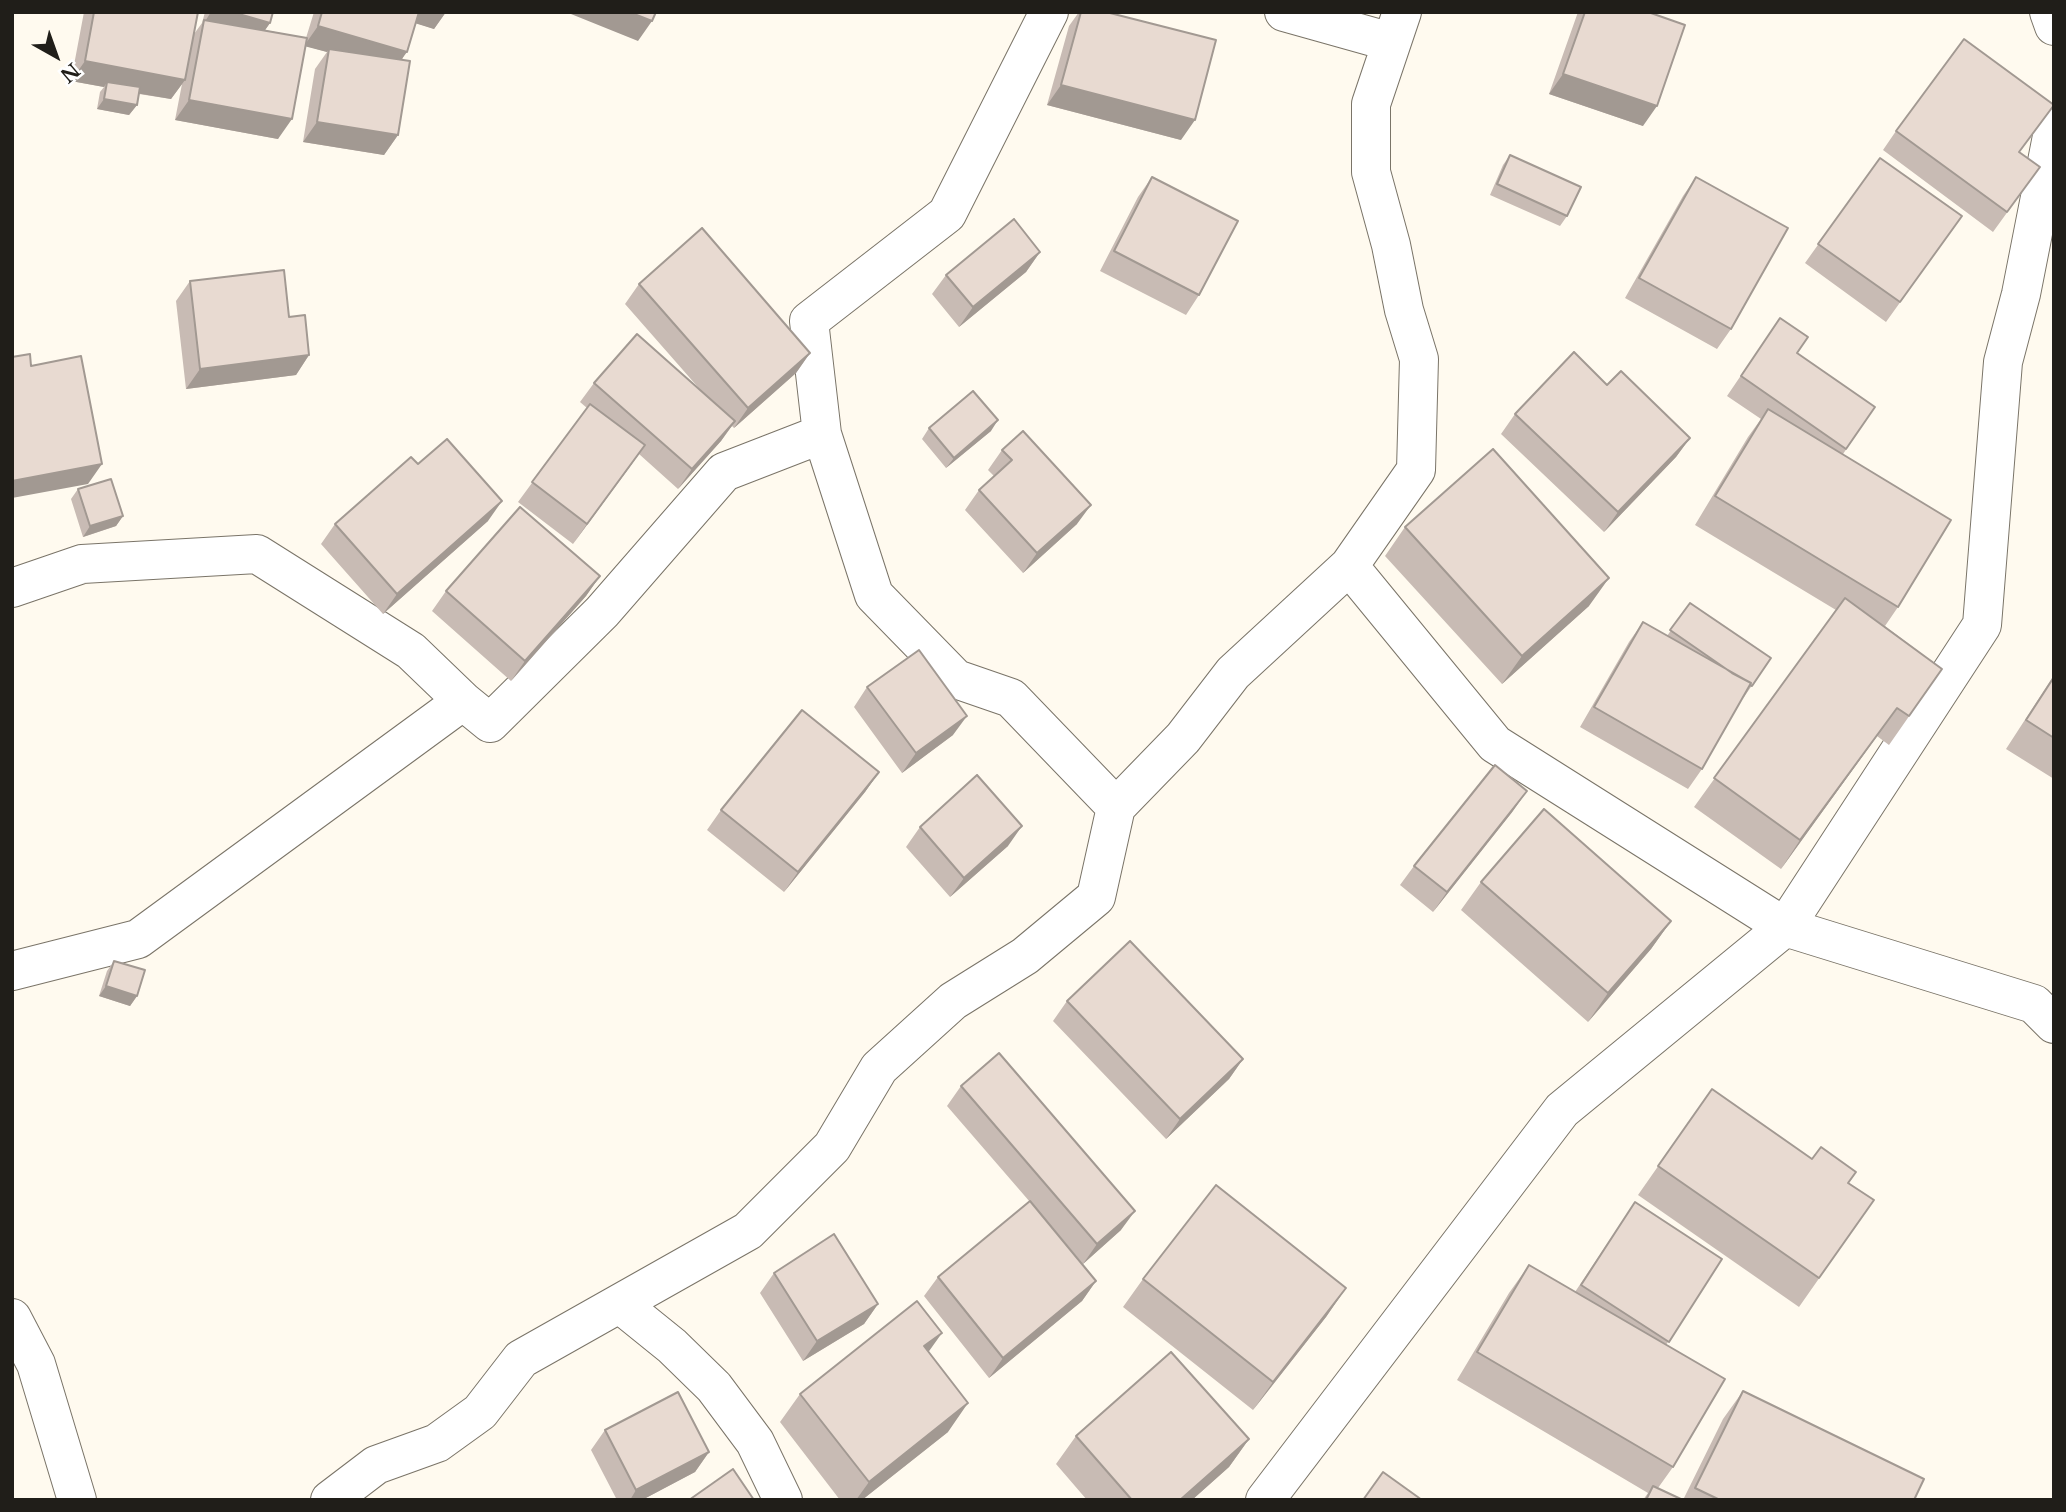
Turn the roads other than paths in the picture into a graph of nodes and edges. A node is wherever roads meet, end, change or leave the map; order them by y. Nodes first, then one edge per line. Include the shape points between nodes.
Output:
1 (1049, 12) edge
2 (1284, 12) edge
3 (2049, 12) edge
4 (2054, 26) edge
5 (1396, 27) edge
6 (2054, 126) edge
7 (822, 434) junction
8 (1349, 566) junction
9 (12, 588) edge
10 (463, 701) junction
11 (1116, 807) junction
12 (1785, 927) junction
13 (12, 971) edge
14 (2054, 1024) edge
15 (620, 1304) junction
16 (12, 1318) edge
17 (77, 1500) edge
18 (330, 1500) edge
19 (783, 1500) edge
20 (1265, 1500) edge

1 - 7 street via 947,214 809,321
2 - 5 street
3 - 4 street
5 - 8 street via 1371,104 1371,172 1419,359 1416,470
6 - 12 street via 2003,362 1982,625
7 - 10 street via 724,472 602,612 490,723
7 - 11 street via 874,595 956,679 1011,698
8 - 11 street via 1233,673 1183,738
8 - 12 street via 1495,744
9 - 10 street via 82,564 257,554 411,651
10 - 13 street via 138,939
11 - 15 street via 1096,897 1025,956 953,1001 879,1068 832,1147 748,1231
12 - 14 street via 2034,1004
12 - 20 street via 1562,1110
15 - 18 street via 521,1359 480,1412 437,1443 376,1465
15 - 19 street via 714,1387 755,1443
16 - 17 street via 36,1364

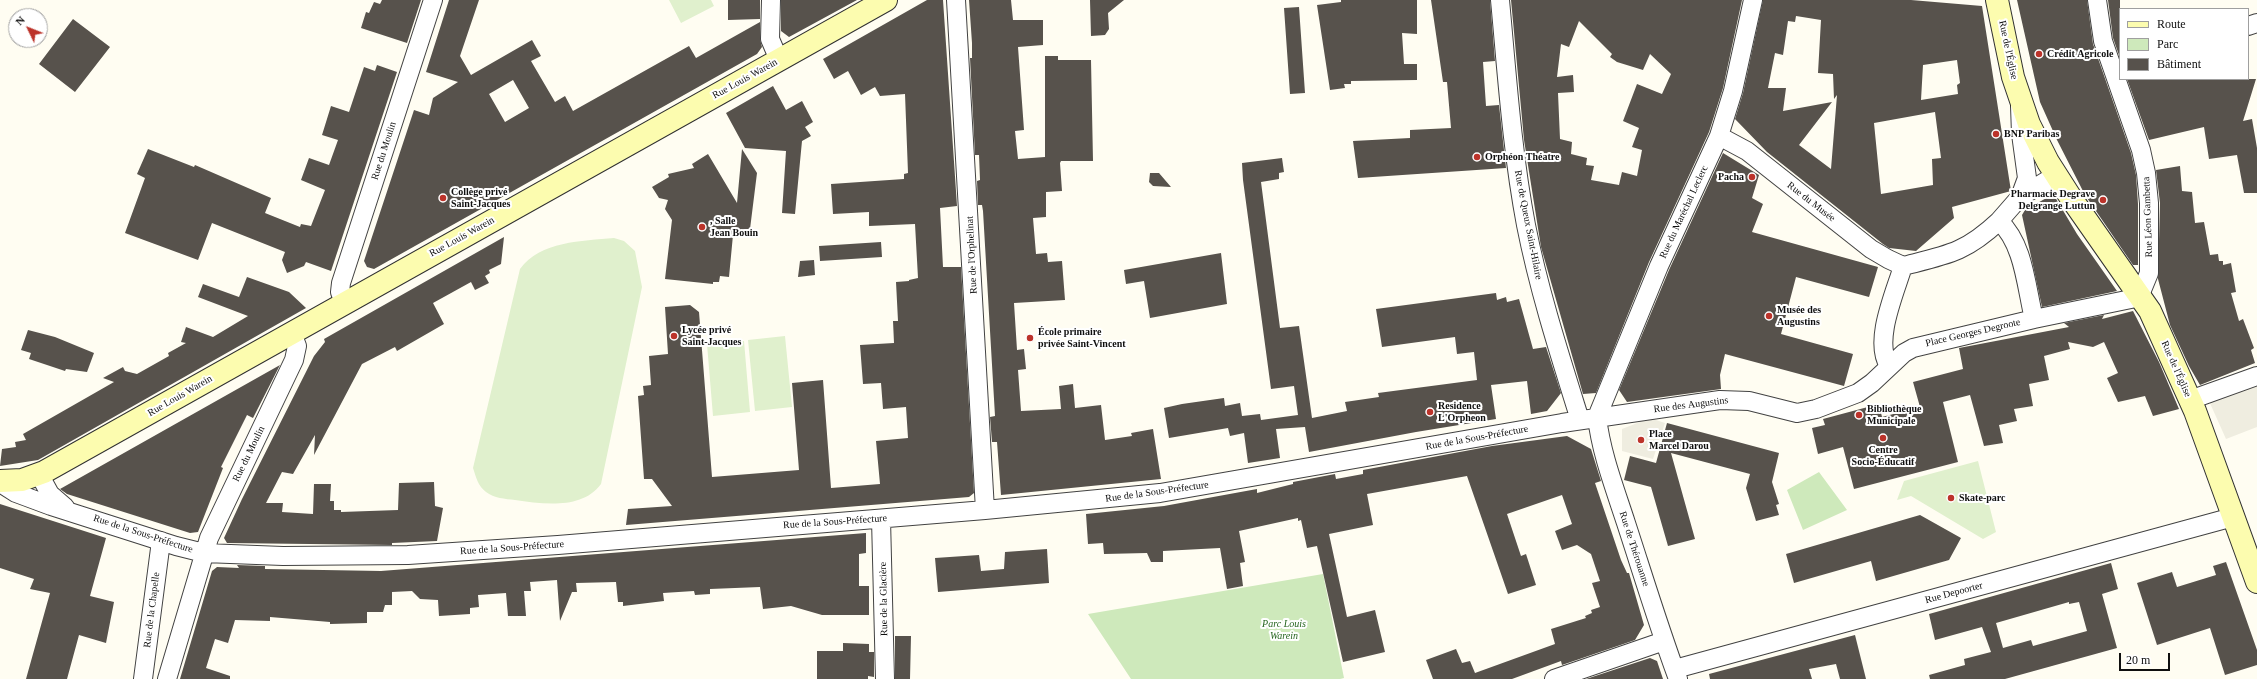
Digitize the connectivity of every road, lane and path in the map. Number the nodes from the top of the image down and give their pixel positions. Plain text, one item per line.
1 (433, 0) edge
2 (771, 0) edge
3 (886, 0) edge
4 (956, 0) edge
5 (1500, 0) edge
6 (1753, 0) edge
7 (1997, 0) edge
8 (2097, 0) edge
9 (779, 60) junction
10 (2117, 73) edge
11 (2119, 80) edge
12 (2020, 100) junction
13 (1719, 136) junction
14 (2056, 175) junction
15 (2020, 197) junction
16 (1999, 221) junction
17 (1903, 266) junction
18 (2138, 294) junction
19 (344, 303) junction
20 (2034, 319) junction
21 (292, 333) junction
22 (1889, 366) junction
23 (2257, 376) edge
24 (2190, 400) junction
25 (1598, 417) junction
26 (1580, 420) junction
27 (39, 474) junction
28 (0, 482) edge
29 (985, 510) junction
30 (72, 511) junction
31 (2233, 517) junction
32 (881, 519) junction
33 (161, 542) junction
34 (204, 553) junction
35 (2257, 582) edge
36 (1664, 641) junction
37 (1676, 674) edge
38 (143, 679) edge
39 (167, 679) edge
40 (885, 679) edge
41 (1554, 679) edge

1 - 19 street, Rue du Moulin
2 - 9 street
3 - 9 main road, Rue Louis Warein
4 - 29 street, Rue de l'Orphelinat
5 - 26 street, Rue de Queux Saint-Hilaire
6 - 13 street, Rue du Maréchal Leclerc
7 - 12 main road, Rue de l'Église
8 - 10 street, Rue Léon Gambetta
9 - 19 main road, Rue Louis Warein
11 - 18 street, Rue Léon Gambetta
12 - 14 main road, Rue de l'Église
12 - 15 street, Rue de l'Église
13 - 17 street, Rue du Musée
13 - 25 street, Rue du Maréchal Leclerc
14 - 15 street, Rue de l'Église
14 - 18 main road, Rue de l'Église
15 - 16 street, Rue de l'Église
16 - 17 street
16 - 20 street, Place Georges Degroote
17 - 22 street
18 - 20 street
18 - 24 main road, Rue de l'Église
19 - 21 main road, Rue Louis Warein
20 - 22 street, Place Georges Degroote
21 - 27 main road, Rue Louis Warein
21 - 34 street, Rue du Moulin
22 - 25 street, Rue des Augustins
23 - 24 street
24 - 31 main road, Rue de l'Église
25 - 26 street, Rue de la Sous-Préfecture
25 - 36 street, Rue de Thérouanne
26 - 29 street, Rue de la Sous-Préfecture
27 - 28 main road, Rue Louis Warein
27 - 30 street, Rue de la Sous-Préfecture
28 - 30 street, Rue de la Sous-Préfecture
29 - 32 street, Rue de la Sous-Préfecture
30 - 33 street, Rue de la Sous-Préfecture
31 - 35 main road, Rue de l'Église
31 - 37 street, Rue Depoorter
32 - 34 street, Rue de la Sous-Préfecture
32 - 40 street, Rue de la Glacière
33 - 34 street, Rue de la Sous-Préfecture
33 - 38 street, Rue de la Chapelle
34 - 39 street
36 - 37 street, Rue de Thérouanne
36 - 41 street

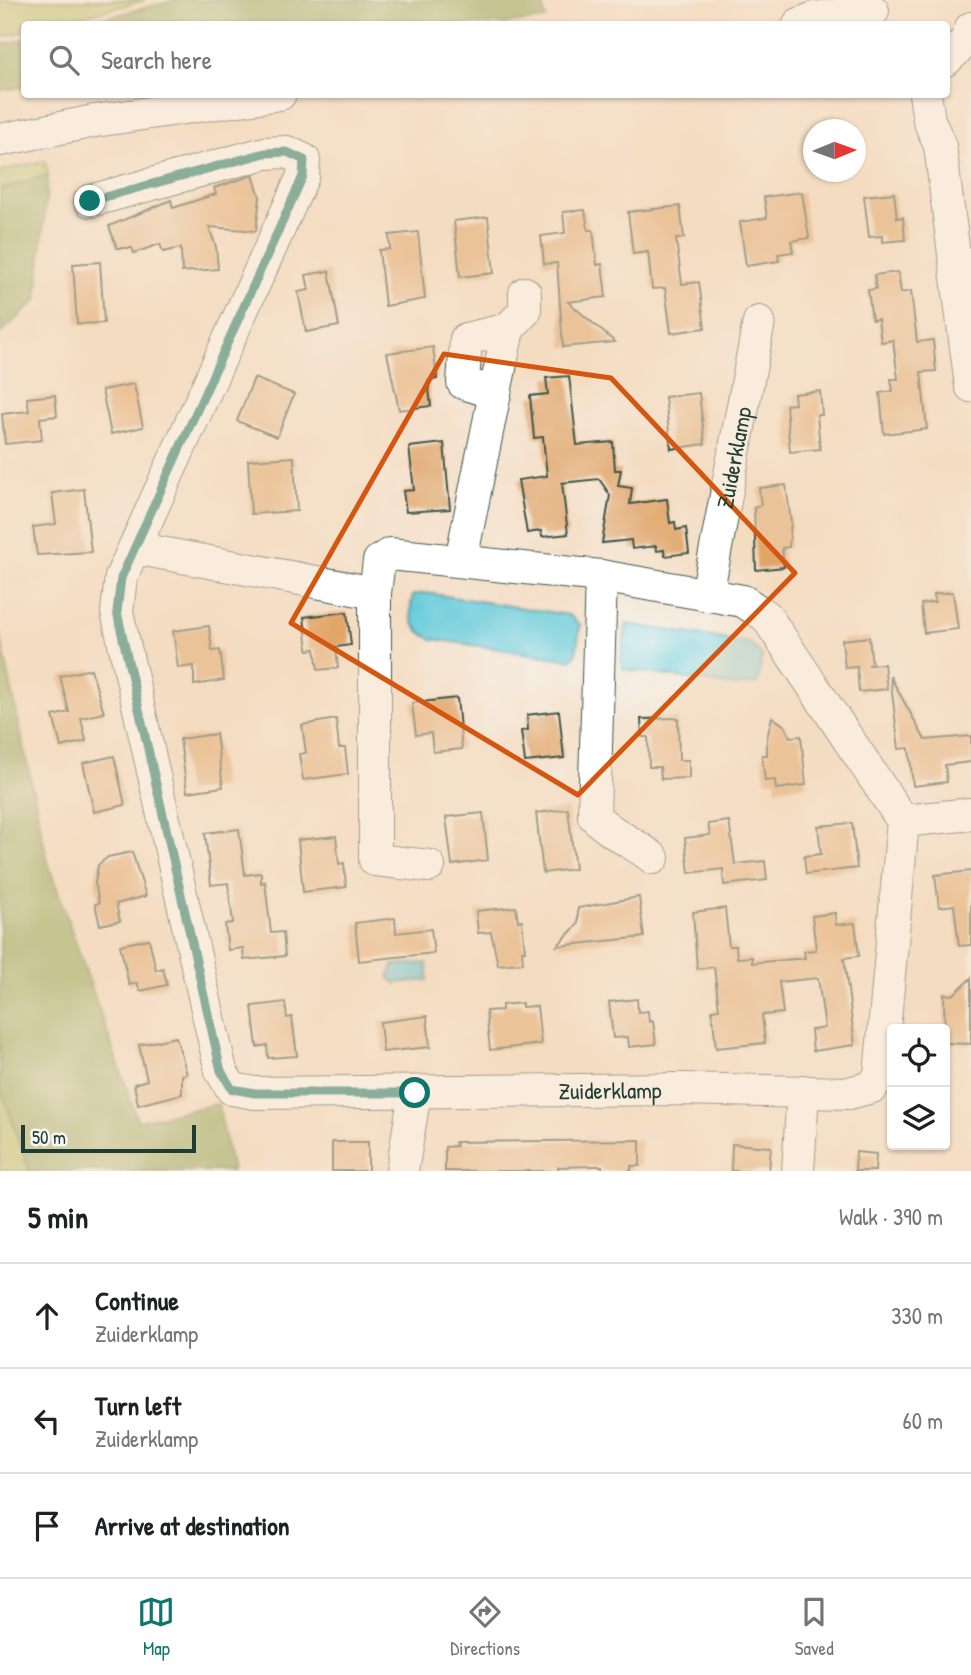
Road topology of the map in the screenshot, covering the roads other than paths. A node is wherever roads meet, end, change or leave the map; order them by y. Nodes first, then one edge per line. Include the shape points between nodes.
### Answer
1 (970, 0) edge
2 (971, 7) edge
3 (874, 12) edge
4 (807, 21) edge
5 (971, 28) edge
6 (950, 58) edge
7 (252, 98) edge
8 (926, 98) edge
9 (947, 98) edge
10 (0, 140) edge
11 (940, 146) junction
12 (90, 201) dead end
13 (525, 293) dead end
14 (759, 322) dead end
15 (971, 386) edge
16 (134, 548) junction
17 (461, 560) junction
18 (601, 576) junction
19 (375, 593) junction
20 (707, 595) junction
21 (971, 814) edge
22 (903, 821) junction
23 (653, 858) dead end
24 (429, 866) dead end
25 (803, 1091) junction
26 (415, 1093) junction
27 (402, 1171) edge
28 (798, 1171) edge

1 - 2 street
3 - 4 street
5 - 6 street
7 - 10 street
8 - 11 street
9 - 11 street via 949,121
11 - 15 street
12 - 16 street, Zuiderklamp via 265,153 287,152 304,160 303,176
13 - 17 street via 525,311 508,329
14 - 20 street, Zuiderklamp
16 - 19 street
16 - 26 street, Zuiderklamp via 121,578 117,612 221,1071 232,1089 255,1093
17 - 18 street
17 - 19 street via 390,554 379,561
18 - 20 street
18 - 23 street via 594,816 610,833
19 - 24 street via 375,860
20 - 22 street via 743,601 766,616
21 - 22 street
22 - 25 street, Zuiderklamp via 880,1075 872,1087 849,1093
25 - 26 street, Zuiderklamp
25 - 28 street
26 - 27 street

※

- **EXERCISE**
Keep every word of the lines above unchanged in the copy, and omit the pictures.

- **SOLUTION TO THIS PROBLEM**
Turn the roads other than paths in the picture into a graph of nodes and edges. A node is wherever roads meet, end, change or leave the map; order them by y. Nodes first, then one edge per line. Include the shape points between nodes.
Output:
1 (1049, 12) edge
2 (1284, 12) edge
3 (2049, 12) edge
4 (2054, 26) edge
5 (1396, 27) edge
6 (2054, 126) edge
7 (822, 434) junction
8 (1349, 566) junction
9 (12, 588) edge
10 (463, 701) junction
11 (1116, 807) junction
12 (1785, 927) junction
13 (12, 971) edge
14 (2054, 1024) edge
15 (620, 1304) junction
16 (12, 1318) edge
17 (77, 1500) edge
18 (330, 1500) edge
19 (783, 1500) edge
20 (1265, 1500) edge

1 - 7 street via 947,214 809,321
2 - 5 street
3 - 4 street
5 - 8 street via 1371,104 1371,172 1419,359 1416,470
6 - 12 street via 2003,362 1982,625
7 - 10 street via 724,472 602,612 490,723
7 - 11 street via 874,595 956,679 1011,698
8 - 11 street via 1233,673 1183,738
8 - 12 street via 1495,744
9 - 10 street via 82,564 257,554 411,651
10 - 13 street via 138,939
11 - 15 street via 1096,897 1025,956 953,1001 879,1068 832,1147 748,1231
12 - 14 street via 2034,1004
12 - 20 street via 1562,1110
15 - 18 street via 521,1359 480,1412 437,1443 376,1465
15 - 19 street via 714,1387 755,1443
16 - 17 street via 36,1364

Digitize the connectivity of every road, lane and path in the map. Number the nodes from the top of the image down and give their pixel positions. Plain text, one item per line.
1 (433, 0) edge
2 (771, 0) edge
3 (886, 0) edge
4 (956, 0) edge
5 (1500, 0) edge
6 (1753, 0) edge
7 (1997, 0) edge
8 (2097, 0) edge
9 (779, 60) junction
10 (2117, 73) edge
11 (2119, 80) edge
12 (2020, 100) junction
13 (1719, 136) junction
14 (2056, 175) junction
15 (2020, 197) junction
16 (1999, 221) junction
17 (1903, 266) junction
18 (2138, 294) junction
19 (344, 303) junction
20 (2034, 319) junction
21 (292, 333) junction
22 (1889, 366) junction
23 (2257, 376) edge
24 (2190, 400) junction
25 (1598, 417) junction
26 (1580, 420) junction
27 (39, 474) junction
28 (0, 482) edge
29 (985, 510) junction
30 (72, 511) junction
31 (2233, 517) junction
32 (881, 519) junction
33 (161, 542) junction
34 (204, 553) junction
35 (2257, 582) edge
36 (1664, 641) junction
37 (1676, 674) edge
38 (143, 679) edge
39 (167, 679) edge
40 (885, 679) edge
41 (1554, 679) edge

1 - 19 street, Rue du Moulin
2 - 9 street
3 - 9 main road, Rue Louis Warein
4 - 29 street, Rue de l'Orphelinat
5 - 26 street, Rue de Queux Saint-Hilaire
6 - 13 street, Rue du Maréchal Leclerc
7 - 12 main road, Rue de l'Église
8 - 10 street, Rue Léon Gambetta
9 - 19 main road, Rue Louis Warein
11 - 18 street, Rue Léon Gambetta
12 - 14 main road, Rue de l'Église
12 - 15 street, Rue de l'Église
13 - 17 street, Rue du Musée
13 - 25 street, Rue du Maréchal Leclerc
14 - 15 street, Rue de l'Église
14 - 18 main road, Rue de l'Église
15 - 16 street, Rue de l'Église
16 - 17 street
16 - 20 street, Place Georges Degroote
17 - 22 street
18 - 20 street
18 - 24 main road, Rue de l'Église
19 - 21 main road, Rue Louis Warein
20 - 22 street, Place Georges Degroote
21 - 27 main road, Rue Louis Warein
21 - 34 street, Rue du Moulin
22 - 25 street, Rue des Augustins
23 - 24 street
24 - 31 main road, Rue de l'Église
25 - 26 street, Rue de la Sous-Préfecture
25 - 36 street, Rue de Thérouanne
26 - 29 street, Rue de la Sous-Préfecture
27 - 28 main road, Rue Louis Warein
27 - 30 street, Rue de la Sous-Préfecture
28 - 30 street, Rue de la Sous-Préfecture
29 - 32 street, Rue de la Sous-Préfecture
30 - 33 street, Rue de la Sous-Préfecture
31 - 35 main road, Rue de l'Église
31 - 37 street, Rue Depoorter
32 - 34 street, Rue de la Sous-Préfecture
32 - 40 street, Rue de la Glacière
33 - 34 street, Rue de la Sous-Préfecture
33 - 38 street, Rue de la Chapelle
34 - 39 street
36 - 37 street, Rue de Thérouanne
36 - 41 street

Road topology of the map in the screenshot, covering the roads other than paths. A node is wherever roads meet, end, change or leave the map; order them by y. Nodes first, then one edge per line. Include the shape points between nodes.
### Answer
1 (970, 0) edge
2 (971, 7) edge
3 (874, 12) edge
4 (807, 21) edge
5 (971, 28) edge
6 (950, 58) edge
7 (252, 98) edge
8 (926, 98) edge
9 (947, 98) edge
10 (0, 140) edge
11 (940, 146) junction
12 (90, 201) dead end
13 (525, 293) dead end
14 (759, 322) dead end
15 (971, 386) edge
16 (134, 548) junction
17 (461, 560) junction
18 (601, 576) junction
19 (375, 593) junction
20 (707, 595) junction
21 (971, 814) edge
22 (903, 821) junction
23 (653, 858) dead end
24 (429, 866) dead end
25 (803, 1091) junction
26 (415, 1093) junction
27 (402, 1171) edge
28 (798, 1171) edge

1 - 2 street
3 - 4 street
5 - 6 street
7 - 10 street
8 - 11 street
9 - 11 street via 949,121
11 - 15 street
12 - 16 street, Zuiderklamp via 265,153 287,152 304,160 303,176
13 - 17 street via 525,311 508,329
14 - 20 street, Zuiderklamp
16 - 19 street
16 - 26 street, Zuiderklamp via 121,578 117,612 221,1071 232,1089 255,1093
17 - 18 street
17 - 19 street via 390,554 379,561
18 - 20 street
18 - 23 street via 594,816 610,833
19 - 24 street via 375,860
20 - 22 street via 743,601 766,616
21 - 22 street
22 - 25 street, Zuiderklamp via 880,1075 872,1087 849,1093
25 - 26 street, Zuiderklamp
25 - 28 street
26 - 27 street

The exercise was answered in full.